Celui-ci affirme que ses clients sont tentés d’aller dans les grands magasins pour acheter, par exemple, un dictionnaire Larousse, qui leur revient moins cher. « La nouvelle loi ne ferait pas venir chez Olivieri des clients de chez Costco qui ne se déplacent jamais ici, mais ça inciterait nos clients actuels à acheter leurs nouveautés ici au lieu d’aller ailleurs », analyse-t-il.

Les nouveautés à grand succès rapportent les meilleures marges de profit et permettent aux librairies d’équilibrer leur budget tout en offrant des livres qui se vendent moins bien. « Les best-sellers représentent 500 livres sur les 30 000 nouveautés qui sortent par année », chiffre Yvon Lachance.

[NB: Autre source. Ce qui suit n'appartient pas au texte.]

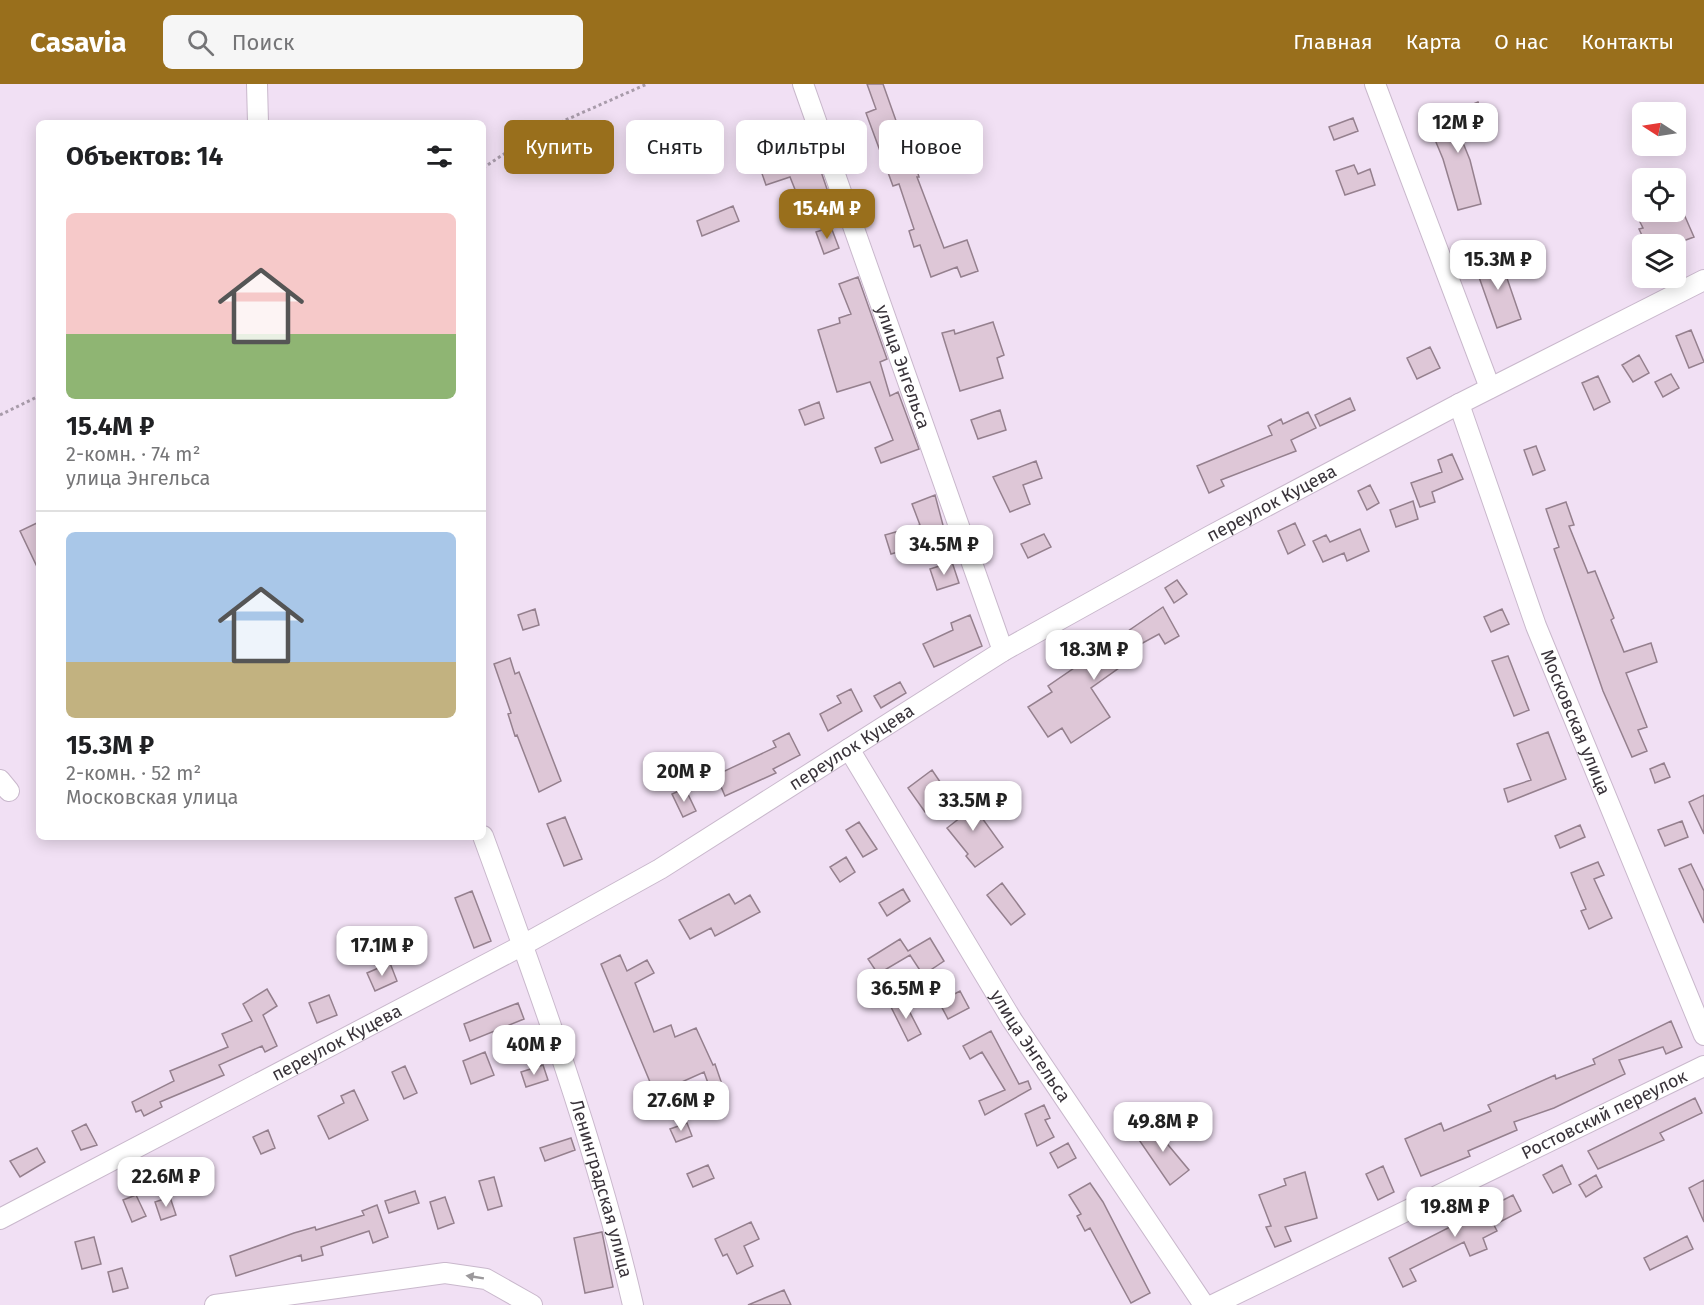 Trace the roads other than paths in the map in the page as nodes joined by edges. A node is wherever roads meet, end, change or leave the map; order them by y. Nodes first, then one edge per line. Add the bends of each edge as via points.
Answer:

L’étudiant en littérature à l’UdeM et délégué sortant aux affaires académiques de l’Association des Étudiants en littératures de langue française de l’UdeM (AELLFUM), Maxime Lecompte, reconnaît que les prix plus bas offerts par les grandes surfaces peuvent favoriser l’accessibilité aux livres. « Mais la vente de livres à succès dans une librairie permet aussi de vendre à perte des livres qui ont leur importance, nuance l’étudiant, qui travaille depuis un an à la librairie Raffin. Ça permet une diversité et elle est menacée à l’heure actuelle. »

Pas de concensus

Toutefois, ce ne sont pas tous les intervenants du milieu du livre qui sont en faveur d’une réglementation. Les Éditions Québec Amérique et les librairies Renaud-Bray se sont de leur côté positionnées contre.

Le président-directeur général de Renaud-Bray, Blaise Renaud, pointe plutôt du doigt les distributeurs. « Il faut d’abord travailler sur la marge des librairies plutôt que d’aller de l’avant avec un projet de réglementation des prix », a-t-il soutenu lors de son passage devant la commission parlementaire. Celui-ci affirme que les distributeurs fixent parfois à la hausse le prix de base pour la vente de livres et que les surplus engrangés ne vont pas dans les poches des libraires.

Du côté des partis politiques, la Coalition Avenir Québec s’oppose à toute forme de réglementation du prix du livre tandis que le Parti libéral du Québec n’a pas encore pris position sur la question.